Bauarbeiten

U7 seit diesem Montag in Kreuzberg gesperrt

Bauarbeiten auf der U7 und dem S-Bahnring zwischen Südkreuz und Hermannstraße führen zu längeren Fahrzeiten auf mehreren Strecken.

Vom Montag, 19. März, bis Sonntag, 8. April, werden auf der U7 neue Weichenkreuze eingebaut.

Vom Montag, 19. März, bis Sonntag, 8. April, werden auf der U7 neue Weichenkreuze eingebaut.

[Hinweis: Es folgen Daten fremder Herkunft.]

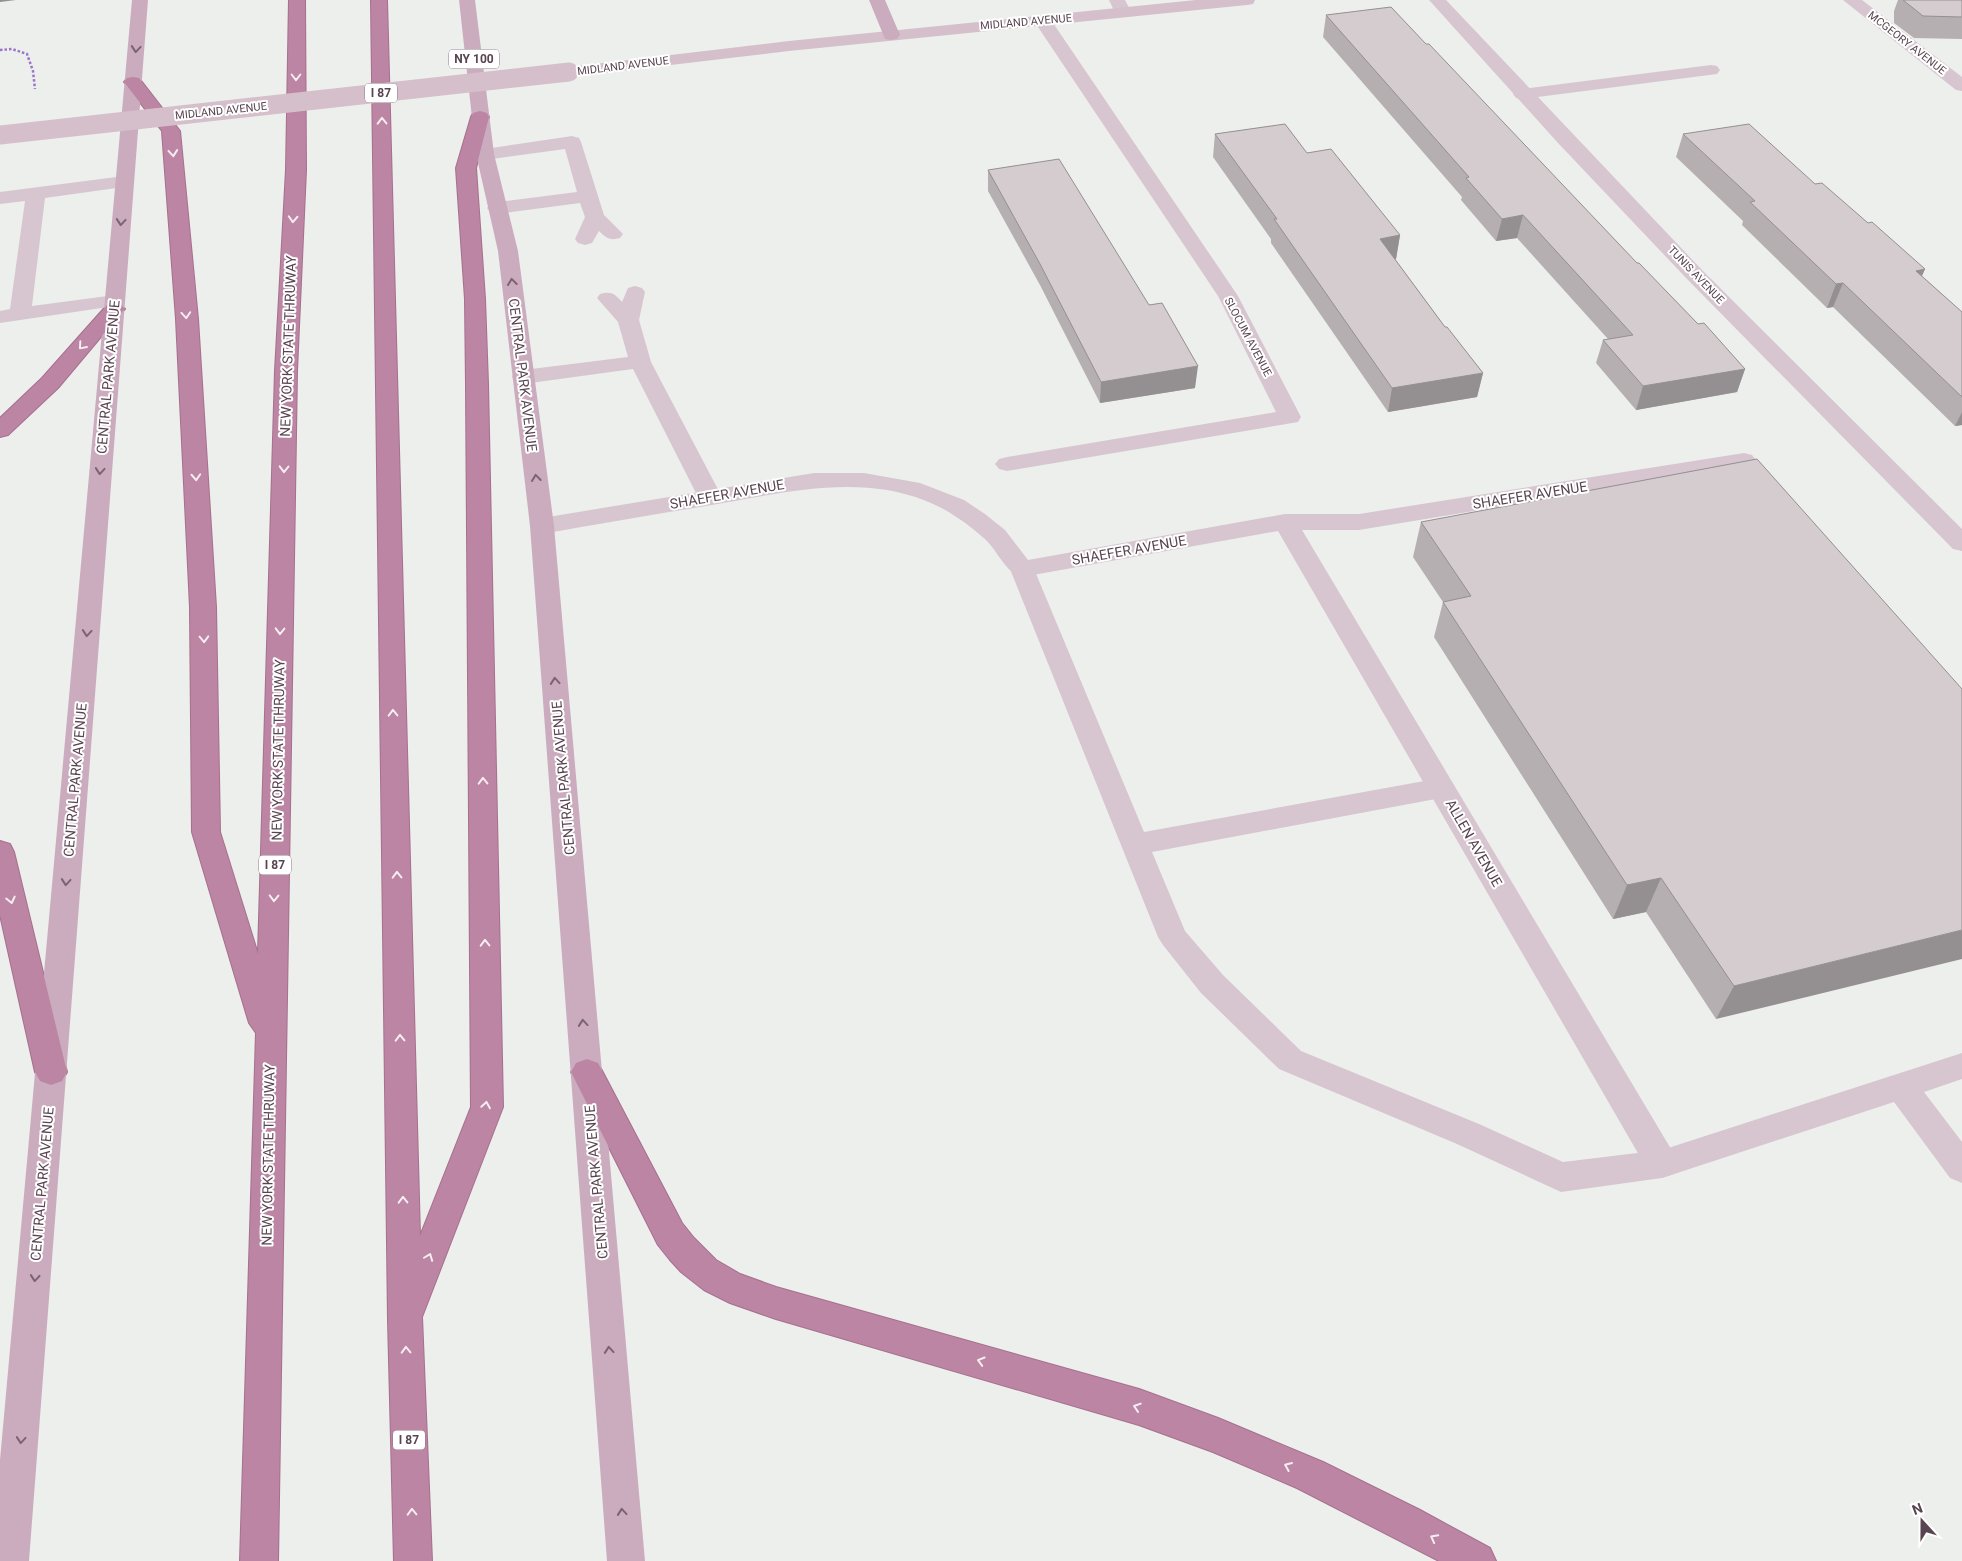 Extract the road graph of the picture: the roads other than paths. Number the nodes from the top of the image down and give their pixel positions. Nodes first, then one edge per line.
1 (140, 0) edge
2 (297, 0) edge
3 (379, 0) edge
4 (467, 0) edge
5 (484, 0) edge
6 (877, 0) edge
7 (1247, 0) edge
8 (1437, 0) edge
9 (1851, 0) edge
10 (1120, 7) edge
11 (1043, 21) junction
12 (469, 22) junction
13 (891, 35) junction
14 (1712, 70) dead end
15 (133, 82) junction
16 (1962, 86) edge
17 (1522, 94) junction
18 (480, 117) junction
19 (0, 135) edge
20 (484, 154) junction
21 (124, 182) junction
22 (36, 193) junction
23 (588, 196) junction
24 (0, 198) edge
25 (498, 208) junction
26 (594, 217) junction
27 (613, 234) dead end
28 (585, 239) dead end
29 (635, 292) dead end
30 (608, 298) dead end
31 (114, 305) junction
32 (10, 316) edge
33 (628, 320) junction
34 (640, 362) junction
35 (523, 377) junction
36 (0, 430) edge
37 (1007, 464) dead end
38 (1751, 467) edge
39 (710, 497) junction
40 (1285, 522) junction
41 (542, 526) junction
42 (1962, 542) edge
43 (1022, 569) junction
44 (1441, 788) junction
45 (1136, 844) junction
46 (0, 852) edge
47 (271, 1047) junction
48 (1962, 1066) edge
49 (51, 1072) junction
50 (588, 1072) junction
51 (1901, 1086) junction
52 (1662, 1164) junction
53 (1962, 1168) edge
54 (405, 1319) junction
55 (10, 1561) edge
56 (259, 1561) edge
57 (413, 1561) edge
58 (626, 1561) edge
59 (1477, 1561) edge

1 -> 15 main road, CENTRAL PARK AVENUE
2 -> 47 highway, NEW YORK STATE THRUWAY / I 87
54 -> 3 highway, I 87
4 - 12 main road, CENTRAL PARK AVENUE / NY 100
5 - 12 main road
6 - 13 main road
7 - 10 street, MIDLAND AVENUE
8 - 17 street, TUNIS AVENUE
9 - 16 street, MCGEORY AVENUE
10 - 11 street, MIDLAND AVENUE
11 - 13 street, MIDLAND AVENUE
11 - 37 street, SLOCUM AVENUE
12 - 18 main road, CENTRAL PARK AVENUE / NY 100
13 - 19 street, MIDLAND AVENUE, bridge
14 - 17 street
15 - 21 main road, CENTRAL PARK AVENUE
15 -> 47 highway
17 - 42 street, TUNIS AVENUE
18 - 20 main road, CENTRAL PARK AVENUE
54 -> 18 highway
20 - 23 street
20 - 25 main road, CENTRAL PARK AVENUE
21 - 22 street
21 -> 31 main road, CENTRAL PARK AVENUE
22 - 24 street
22 - 32 street
23 - 25 street
23 - 26 street
35 -> 25 main road, CENTRAL PARK AVENUE
26 - 27 street
26 - 28 street
29 - 33 street
30 - 33 street
31 - 32 street
31 -> 36 highway
31 -> 49 main road, CENTRAL PARK AVENUE
33 - 34 street
34 - 35 street
34 - 39 street
41 -> 35 main road, CENTRAL PARK AVENUE
38 - 40 street, SHAEFER AVENUE
39 - 41 street, SHAEFER AVENUE
39 - 43 street, SHAEFER AVENUE
40 - 43 street, SHAEFER AVENUE
40 - 44 street, ALLEN AVENUE
50 -> 41 main road, CENTRAL PARK AVENUE
43 - 45 street
44 - 45 street
44 - 52 street, ALLEN AVENUE
45 - 52 street
46 -> 49 highway
47 - 56 highway, NEW YORK STATE THRUWAY / I 87
48 - 51 street
49 -> 55 main road, CENTRAL PARK AVENUE
58 -> 50 main road, CENTRAL PARK AVENUE
59 -> 50 highway
51 - 52 street
51 - 53 street
57 -> 54 highway, I 87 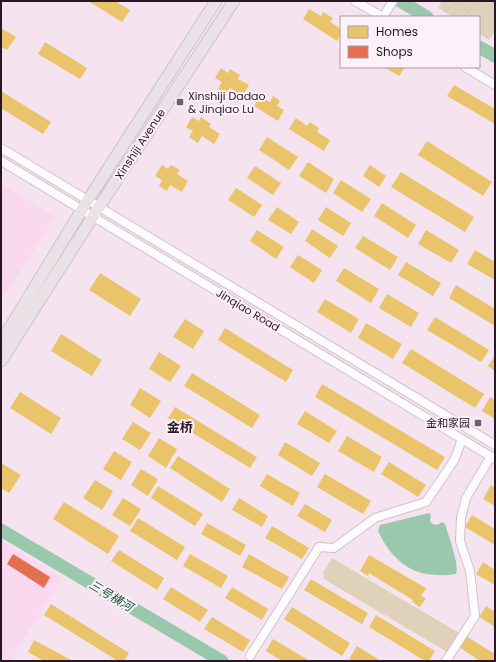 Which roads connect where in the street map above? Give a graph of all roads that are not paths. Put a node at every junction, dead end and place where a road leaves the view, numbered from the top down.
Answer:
1 (216, 1) edge
2 (234, 1) edge
3 (355, 1) edge
4 (393, 1) edge
5 (381, 16) edge
6 (384, 16) edge
7 (467, 68) edge
8 (495, 85) edge
9 (1, 148) edge
10 (1, 161) edge
11 (85, 205) junction
12 (96, 211) junction
13 (1, 342) edge
14 (1, 361) edge
15 (462, 439) junction
16 (495, 445) edge
17 (493, 457) edge
18 (250, 656) dead end
19 (446, 661) edge

1 - 11 main road, Xinshiji Avenue
2 - 12 main road, Xinshiji Avenue
3 - 5 street
4 - 6 street
7 - 8 street
9 - 11 street, Jinqiao Road
10 - 11 street, Jinqiao Road
11 - 12 street, Jinqiao Road
11 - 13 main road, Xinshiji Avenue
12 - 14 main road, Xinshiji Avenue
12 - 15 street, Jinqiao Road
12 - 16 street, Jinqiao Road
15 - 17 street, Jinqiao Road
15 - 18 street
17 - 19 street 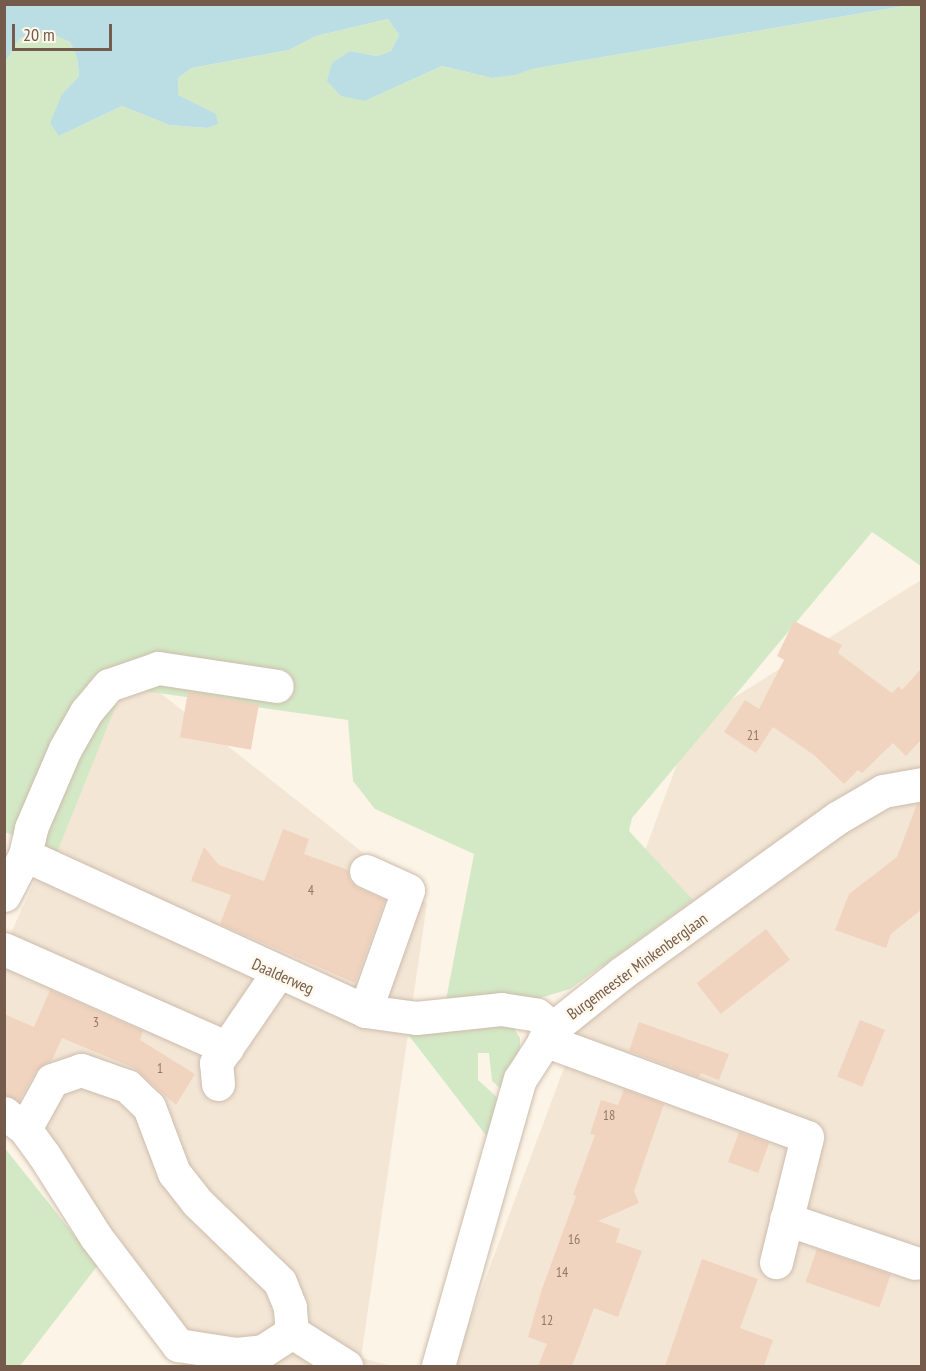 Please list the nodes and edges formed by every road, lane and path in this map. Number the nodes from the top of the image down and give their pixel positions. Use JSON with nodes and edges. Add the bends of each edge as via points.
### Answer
{"nodes":[{"id":1,"x":277,"y":686,"type":"dead end"},
{"id":2,"x":921,"y":784,"type":"edge"},
{"id":3,"x":25,"y":855,"type":"junction"},
{"id":4,"x":366,"y":870,"type":"dead end"},
{"id":5,"x":4,"y":895,"type":"edge"},
{"id":6,"x":4,"y":948,"type":"edge"},
{"id":7,"x":277,"y":974,"type":"junction"},
{"id":8,"x":364,"y":1011,"type":"junction"},
{"id":9,"x":548,"y":1034,"type":"junction"},
{"id":10,"x":227,"y":1048,"type":"junction"},
{"id":11,"x":219,"y":1084,"type":"dead end"},
{"id":12,"x":15,"y":1121,"type":"edge"},
{"id":13,"x":786,"y":1219,"type":"junction"},
{"id":14,"x":776,"y":1262,"type":"dead end"},
{"id":15,"x":915,"y":1263,"type":"dead end"},
{"id":16,"x":292,"y":1332,"type":"junction"},
{"id":17,"x":346,"y":1366,"type":"edge"},
{"id":18,"x":438,"y":1366,"type":"edge"}],
"edges":[{"from":1,"to":3,"type":"street","via":[[158,668],[109,685],[86,712],[64,749],[31,828]]},
{"from":2,"to":9,"type":"street","name":"Burgemeester Minkenberglaan","via":[[883,791],[837,818],[622,973]]},
{"from":3,"to":5,"type":"street"},
{"from":3,"to":7,"type":"street","name":"Daalderweg"},
{"from":4,"to":8,"type":"street","via":[[408,890]]},
{"from":6,"to":10,"type":"street"},
{"from":7,"to":8,"type":"street","name":"Daalderweg"},
{"from":7,"to":10,"type":"street"},
{"from":8,"to":9,"type":"street","name":"Daalderweg","via":[[416,1018],[501,1009],[537,1015]]},
{"from":9,"to":13,"type":"street","name":"Daalderweg","via":[[807,1137]]},
{"from":9,"to":18,"type":"street","name":"Burgemeester Minkenberglaan","via":[[520,1079]]},
{"from":10,"to":11,"type":"street","via":[[216,1063]]},
{"from":12,"to":16,"type":"street","via":[[178,1345],[236,1354],[263,1351]]},
{"from":12,"to":16,"type":"street","via":[[52,1080],[81,1070],[126,1086],[149,1107],[174,1173],[197,1202],[280,1282],[290,1307]]},
{"from":13,"to":14,"type":"street"},
{"from":13,"to":15,"type":"street"},
{"from":16,"to":17,"type":"street"}]} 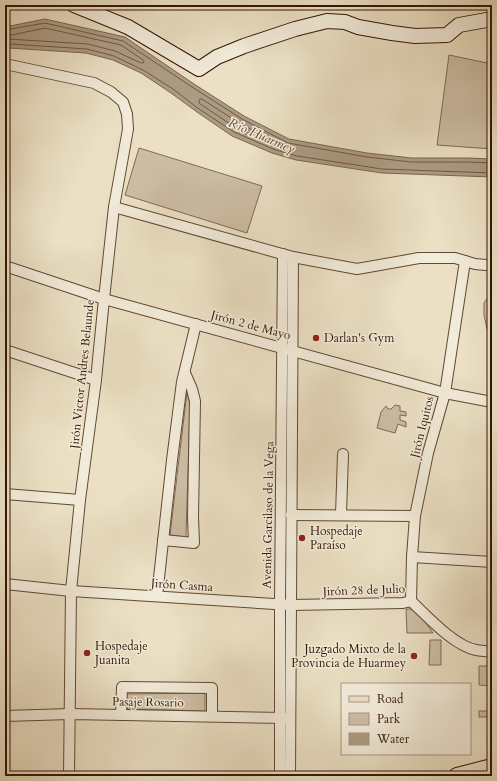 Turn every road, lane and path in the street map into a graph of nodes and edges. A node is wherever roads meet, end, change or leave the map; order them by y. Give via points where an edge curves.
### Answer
1 (74, 5) edge
2 (492, 19) edge
3 (5, 64) edge
4 (114, 207) junction
5 (288, 255) junction
6 (465, 260) junction
7 (492, 264) edge
8 (5, 266) edge
9 (104, 299) junction
10 (196, 324) junction
11 (287, 349) junction
12 (5, 350) edge
13 (185, 373) junction
14 (96, 380) junction
15 (445, 393) junction
16 (492, 402) edge
17 (343, 454) dead end
18 (5, 494) edge
19 (80, 500) junction
20 (291, 515) junction
21 (341, 515) junction
22 (415, 516) junction
23 (163, 540) junction
24 (412, 557) junction
25 (492, 562) edge
26 (5, 584) edge
27 (71, 591) junction
28 (157, 596) junction
29 (411, 601) junction
30 (280, 604) junction
31 (291, 605) junction
32 (492, 652) edge
33 (70, 714) junction
34 (121, 714) junction
35 (5, 716) edge
36 (212, 716) junction
37 (285, 718) junction
38 (492, 767) edge
39 (69, 776) edge
40 (280, 776) edge
41 (290, 776) edge
42 (458, 776) edge

1 - 2 street via 128,27 199,69 217,57 244,46 327,21 415,36 447,35 459,25
3 - 4 street, Jirón Victor Andres Belaunde via 94,83 112,92 123,102 128,129
4 - 5 street
4 - 9 street, Jirón Victor Andres Belaunde
5 - 6 street via 357,269 419,258
5 - 11 street, Avenida Garcilaso de la Vega
6 - 7 street via 475,264
6 - 15 street, Jirón Iquitos
8 - 9 street, Jirón 2 de Mayo
9 - 10 street, Jirón 2 de Mayo
9 - 14 street, Jirón Victor Andres Belaunde
10 - 11 street, Jirón 2 de Mayo
10 - 13 street
11 - 15 street, Jirón 2 de Mayo
11 - 20 street, Avenida Garcilaso de la Vega
11 - 30 street, Avenida Garcilaso de la Vega
12 - 14 street
13 - 23 street
13 - 23 street via 195,401 194,542
14 - 19 street, Jirón Victor Andres Belaunde
15 - 16 street, Jirón 2 de Mayo
15 - 22 street, Jirón Iquitos via 428,453
17 - 21 street
18 - 19 street
19 - 27 street, Jirón Victor Andres Belaunde
20 - 21 street
20 - 31 street, Avenida Garcilaso de la Vega
21 - 22 street
22 - 24 street, Jirón Iquitos
23 - 28 street
24 - 25 street
24 - 29 street, Jirón Iquitos
26 - 27 street, Jirón Casma
27 - 28 street, Jirón Casma
27 - 33 street, Jirón Victor Andres Belaunde
28 - 30 street, Jirón Casma
29 - 31 street, Jirón 28 de Julio
29 - 32 street, Jirón 28 de Julio via 460,644 475,650
30 - 31 street, Jirón Casma
30 - 37 street, Avenida Garcilaso de la Vega
31 - 37 street, Avenida Garcilaso de la Vega
33 - 34 street, Pasaje Rosario
33 - 35 street, Pasaje Rosario
33 - 39 street, Jirón Victor Andres Belaunde
34 - 36 street, Pasaje Rosario
34 - 36 street via 122,687 212,688
36 - 37 street, Pasaje Rosario
37 - 40 street, Avenida Garcilaso de la Vega
37 - 41 street, Avenida Garcilaso de la Vega
38 - 42 main road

Foto: dpa Picture-Alliance / Manfred Krause / picture alliance / zb

Berlin. Bauarbeiten auf der U7 und dem S-Bahn­ring zwischen Südkreuz und Hermannstraße führen in den kommenden drei Wochen zu längeren Fahrzeiten auf mehreren Strecken. Seit diesem Montag, 19. März, bis Sonntag, 8. April, werden auf der U7 neue Weichenkreuze eingebaut. In dieser Zeit fahren zwischen Möckernbrücke und Hermannplatz keine U-Bahnzüge, sondern Busse. Da der U-Bahnhof Möckernbrücke noch nicht barrierefrei ist, gilt für mobilitätseingeschränkte Fahrgäste eine besondere Umfahrung. Aus Richtung Spandau müssen sie ab U-Bahnhof Yorckstraße den Bus M19 bis Mehringdamm nehmen und ab dort den Ersatzverkehr. Alternativ bietet die BVG zwischen 6 und 22 Uhr einen Rufbus (Tel: 256 282 82) für mobilitätseingeschränkte Fahrgäste an, der zwischen Yorckstraße und Hermannplatz fährt.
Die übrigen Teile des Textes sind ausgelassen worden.